Material provided -
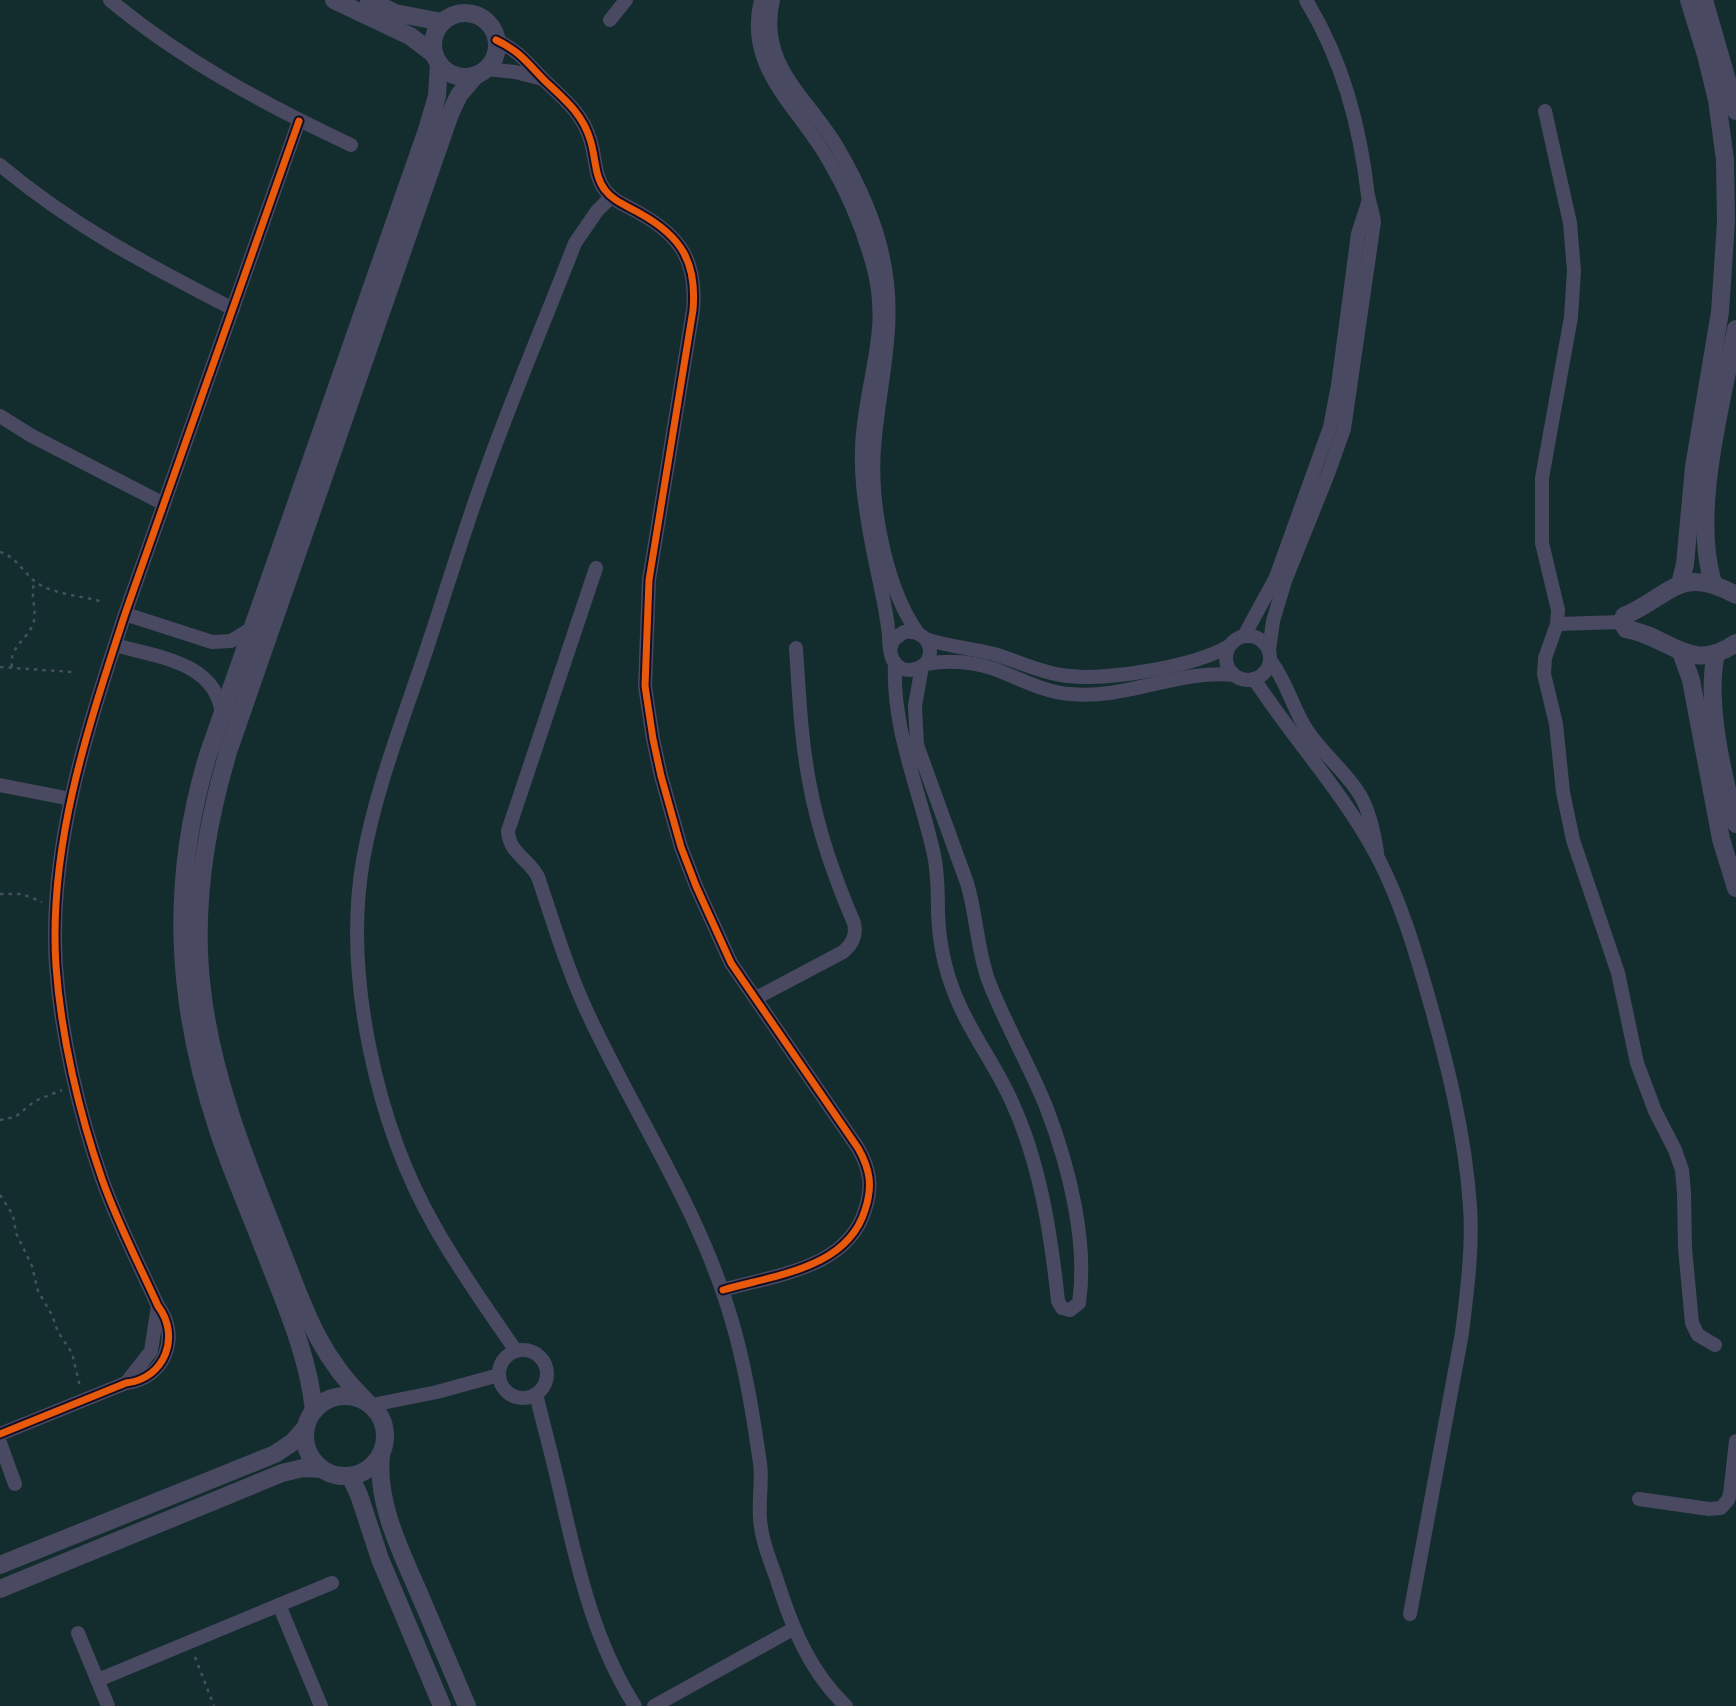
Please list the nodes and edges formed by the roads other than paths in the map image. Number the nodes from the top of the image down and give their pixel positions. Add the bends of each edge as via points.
1 (110, 0) edge
2 (334, 0) edge
3 (369, 0) edge
4 (626, 0) edge
5 (761, 0) edge
6 (773, 0) edge
7 (1306, 0) edge
8 (1689, 0) edge
9 (1704, 0) edge
10 (610, 20) dead end
11 (442, 22) junction
12 (496, 40) junction
13 (437, 59) junction
14 (481, 72) junction
15 (543, 79) junction
16 (1545, 111) dead end
17 (1736, 111) edge
18 (299, 121) junction
19 (351, 145) dead end
20 (0, 165) edge
21 (611, 197) junction
22 (233, 309) junction
23 (1736, 329) edge
24 (0, 416) edge
25 (164, 504) junction
26 (1287, 562) junction
27 (596, 568) dead end
28 (1713, 583) junction
29 (1680, 584) junction
30 (1736, 596) edge
31 (125, 614) junction
32 (1622, 622) junction
33 (1557, 624) junction
34 (254, 627) junction
35 (922, 635) junction
36 (1244, 636) junction
37 (1736, 643) edge
38 (115, 645) junction
39 (1229, 646) junction
40 (891, 647) junction
41 (796, 648) dead end
42 (1681, 652) junction
43 (1716, 654) junction
44 (1270, 655) junction
45 (895, 663) junction
46 (924, 665) junction
47 (1234, 675) junction
48 (1254, 679) junction
49 (223, 716) junction
50 (1336, 777) junction
51 (0, 785) edge
52 (71, 799) junction
53 (1736, 824) edge
54 (1736, 888) edge
55 (755, 998) junction
56 (723, 1290) junction
57 (1715, 1345) dead end
58 (516, 1351) junction
59 (499, 1375) junction
60 (536, 1394) junction
61 (368, 1402) junction
62 (314, 1411) junction
63 (306, 1427) junction
64 (0, 1434) edge
65 (1736, 1441) edge
66 (0, 1443) edge
67 (381, 1455) junction
68 (322, 1469) junction
69 (349, 1476) junction
70 (16, 1484) dead end
71 (1639, 1499) dead end
72 (0, 1565) edge
73 (332, 1583) dead end
74 (0, 1589) edge
75 (279, 1605) junction
76 (1409, 1614) dead end
77 (793, 1629) junction
78 (78, 1633) dead end
79 (98, 1680) junction
80 (108, 1706) edge
81 (321, 1706) edge
82 (442, 1706) edge
83 (467, 1706) edge
84 (635, 1706) edge
85 (654, 1706) edge
86 (846, 1706) edge

1 - 18 street via 198,62
2 - 13 street via 410,36
3 - 11 street via 395,13
4 - 10 street
5 - 40 street via 757,37 765,65 840,181 875,274 880,332 864,422 862,470
6 - 35 street via 769,34 775,57 847,164 883,255 890,318 874,441 874,481 892,583 902,608
7 - 26 street via 1347,88 1362,144 1369,200 1358,234 1331,427
8 - 29 street via 1718,110 1727,222 1720,312 1697,444
9 - 17 street
11 - 12 street via 457,14 475,14 489,24
11 - 13 street via 434,37
12 - 14 street via 495,55
12 - 15 street via 519,53
13 - 14 street via 451,74
13 - 34 street via 437,96 427,130
14 - 15 street via 515,72
14 - 61 street via 459,95 450,114 229,749 212,810 202,873 198,933 202,990 234,1122 314,1332 336,1370
15 - 21 street via 581,118 597,175
16 - 33 street via 1570,223 1574,271 1541,504 1542,543
18 - 19 street
18 - 22 street
20 - 22 street via 97,237
21 - 55 street via 670,234 682,248 693,276 693,310 649,580 645,686 661,775 681,847 726,954
21 - 58 street via 575,243 484,474 376,803 358,892 358,958 367,1029 393,1132 434,1225
22 - 25 street
23 - 28 street via 1707,503 1706,552
24 - 25 street
25 - 31 street
26 - 36 street
26 - 44 street
27 - 56 street via 509,838 514,851 538,877 589,1016 691,1215
28 - 29 street
28 - 30 street
29 - 32 street via 1624,616
31 - 34 street via 212,642 231,641
31 - 38 street
32 - 33 street
32 - 42 street via 1626,629 1649,634
33 - 57 street via 1544,674 1556,724 1567,817 1618,973 1637,1063 1682,1170 1692,1323 1698,1335
34 - 49 street
35 - 39 street via 1041,671 1084,677 1119,676 1196,659
35 - 40 street via 904,632
35 - 46 street via 930,652
36 - 39 street
36 - 44 street via 1262,640
37 - 43 street
38 - 49 street via 197,671 218,695
38 - 52 street
39 - 47 street via 1226,659
40 - 45 street
41 - 55 street via 810,785 828,857 855,934 843,952
42 - 43 street
42 - 54 street
43 - 53 street via 1712,683 1715,720
44 - 48 street via 1265,672
44 - 50 street via 1294,708
45 - 46 street via 911,670
45 - 46 street via 895,697 904,748 934,856 945,964 961,1009 1023,1129 1044,1208 1058,1301 1070,1310 1079,1303 1083,1269 1074,1206 1047,1109 989,982 967,883 920,757 915,716
46 - 47 street via 980,665 1054,692 1082,695
47 - 48 street
48 - 50 street via 1293,736
49 - 62 street via 201,780 185,862 181,921 185,985 209,1100 306,1364
50 - 76 street via 1407,929 1457,1111 1470,1208 1462,1333
51 - 52 street
52 - 64 street via 57,911 60,1004 76,1086 102,1178 158,1306 151,1351 126,1383
55 - 56 street via 868,1166 867,1203 854,1234 828,1257
56 - 77 street via 760,1465 761,1528
58 - 59 street via 505,1358
58 - 60 street via 530,1351 543,1360 547,1375
59 - 60 street via 513,1396
59 - 61 street via 437,1392
60 - 84 street via 595,1626
61 - 62 street via 356,1396 337,1396
61 - 67 street via 385,1428
62 - 63 street
63 - 68 street via 306,1446
63 - 72 street via 275,1454
65 - 71 street via 1730,1494 1721,1508
66 - 70 street
67 - 69 street via 368,1470
67 - 83 street via 384,1503
68 - 69 street
68 - 74 street via 282,1473
69 - 82 street
73 - 75 street
75 - 79 street
75 - 81 street
77 - 85 street
77 - 86 street via 816,1669
78 - 79 street
79 - 80 street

Work to be completed - Each line of the data above must be reproduced as written. Skip the pictures.

Problem solution -
Please list the nodes and edges formed by the roads other than paths in the map image. Number the nodes from the top of the image down and give their pixel positions. Add the bends of each edge as via points.
1 (110, 0) edge
2 (334, 0) edge
3 (369, 0) edge
4 (626, 0) edge
5 (761, 0) edge
6 (773, 0) edge
7 (1306, 0) edge
8 (1689, 0) edge
9 (1704, 0) edge
10 (610, 20) dead end
11 (442, 22) junction
12 (496, 40) junction
13 (437, 59) junction
14 (481, 72) junction
15 (543, 79) junction
16 (1545, 111) dead end
17 (1736, 111) edge
18 (299, 121) junction
19 (351, 145) dead end
20 (0, 165) edge
21 (611, 197) junction
22 (233, 309) junction
23 (1736, 329) edge
24 (0, 416) edge
25 (164, 504) junction
26 (1287, 562) junction
27 (596, 568) dead end
28 (1713, 583) junction
29 (1680, 584) junction
30 (1736, 596) edge
31 (125, 614) junction
32 (1622, 622) junction
33 (1557, 624) junction
34 (254, 627) junction
35 (922, 635) junction
36 (1244, 636) junction
37 (1736, 643) edge
38 (115, 645) junction
39 (1229, 646) junction
40 (891, 647) junction
41 (796, 648) dead end
42 (1681, 652) junction
43 (1716, 654) junction
44 (1270, 655) junction
45 (895, 663) junction
46 (924, 665) junction
47 (1234, 675) junction
48 (1254, 679) junction
49 (223, 716) junction
50 (1336, 777) junction
51 (0, 785) edge
52 (71, 799) junction
53 (1736, 824) edge
54 (1736, 888) edge
55 (755, 998) junction
56 (723, 1290) junction
57 (1715, 1345) dead end
58 (516, 1351) junction
59 (499, 1375) junction
60 (536, 1394) junction
61 (368, 1402) junction
62 (314, 1411) junction
63 (306, 1427) junction
64 (0, 1434) edge
65 (1736, 1441) edge
66 (0, 1443) edge
67 (381, 1455) junction
68 (322, 1469) junction
69 (349, 1476) junction
70 (16, 1484) dead end
71 (1639, 1499) dead end
72 (0, 1565) edge
73 (332, 1583) dead end
74 (0, 1589) edge
75 (279, 1605) junction
76 (1409, 1614) dead end
77 (793, 1629) junction
78 (78, 1633) dead end
79 (98, 1680) junction
80 (108, 1706) edge
81 (321, 1706) edge
82 (442, 1706) edge
83 (467, 1706) edge
84 (635, 1706) edge
85 (654, 1706) edge
86 (846, 1706) edge

1 - 18 street via 198,62
2 - 13 street via 410,36
3 - 11 street via 395,13
4 - 10 street
5 - 40 street via 757,37 765,65 840,181 875,274 880,332 864,422 862,470
6 - 35 street via 769,34 775,57 847,164 883,255 890,318 874,441 874,481 892,583 902,608
7 - 26 street via 1347,88 1362,144 1369,200 1358,234 1331,427
8 - 29 street via 1718,110 1727,222 1720,312 1697,444
9 - 17 street
11 - 12 street via 457,14 475,14 489,24
11 - 13 street via 434,37
12 - 14 street via 495,55
12 - 15 street via 519,53
13 - 14 street via 451,74
13 - 34 street via 437,96 427,130
14 - 15 street via 515,72
14 - 61 street via 459,95 450,114 229,749 212,810 202,873 198,933 202,990 234,1122 314,1332 336,1370
15 - 21 street via 581,118 597,175
16 - 33 street via 1570,223 1574,271 1541,504 1542,543
18 - 19 street
18 - 22 street
20 - 22 street via 97,237
21 - 55 street via 670,234 682,248 693,276 693,310 649,580 645,686 661,775 681,847 726,954
21 - 58 street via 575,243 484,474 376,803 358,892 358,958 367,1029 393,1132 434,1225
22 - 25 street
23 - 28 street via 1707,503 1706,552
24 - 25 street
25 - 31 street
26 - 36 street
26 - 44 street
27 - 56 street via 509,838 514,851 538,877 589,1016 691,1215
28 - 29 street
28 - 30 street
29 - 32 street via 1624,616
31 - 34 street via 212,642 231,641
31 - 38 street
32 - 33 street
32 - 42 street via 1626,629 1649,634
33 - 57 street via 1544,674 1556,724 1567,817 1618,973 1637,1063 1682,1170 1692,1323 1698,1335
34 - 49 street
35 - 39 street via 1041,671 1084,677 1119,676 1196,659
35 - 40 street via 904,632
35 - 46 street via 930,652
36 - 39 street
36 - 44 street via 1262,640
37 - 43 street
38 - 49 street via 197,671 218,695
38 - 52 street
39 - 47 street via 1226,659
40 - 45 street
41 - 55 street via 810,785 828,857 855,934 843,952
42 - 43 street
42 - 54 street
43 - 53 street via 1712,683 1715,720
44 - 48 street via 1265,672
44 - 50 street via 1294,708
45 - 46 street via 911,670
45 - 46 street via 895,697 904,748 934,856 945,964 961,1009 1023,1129 1044,1208 1058,1301 1070,1310 1079,1303 1083,1269 1074,1206 1047,1109 989,982 967,883 920,757 915,716
46 - 47 street via 980,665 1054,692 1082,695
47 - 48 street
48 - 50 street via 1293,736
49 - 62 street via 201,780 185,862 181,921 185,985 209,1100 306,1364
50 - 76 street via 1407,929 1457,1111 1470,1208 1462,1333
51 - 52 street
52 - 64 street via 57,911 60,1004 76,1086 102,1178 158,1306 151,1351 126,1383
55 - 56 street via 868,1166 867,1203 854,1234 828,1257
56 - 77 street via 760,1465 761,1528
58 - 59 street via 505,1358
58 - 60 street via 530,1351 543,1360 547,1375
59 - 60 street via 513,1396
59 - 61 street via 437,1392
60 - 84 street via 595,1626
61 - 62 street via 356,1396 337,1396
61 - 67 street via 385,1428
62 - 63 street
63 - 68 street via 306,1446
63 - 72 street via 275,1454
65 - 71 street via 1730,1494 1721,1508
66 - 70 street
67 - 69 street via 368,1470
67 - 83 street via 384,1503
68 - 69 street
68 - 74 street via 282,1473
69 - 82 street
73 - 75 street
75 - 79 street
75 - 81 street
77 - 85 street
77 - 86 street via 816,1669
78 - 79 street
79 - 80 street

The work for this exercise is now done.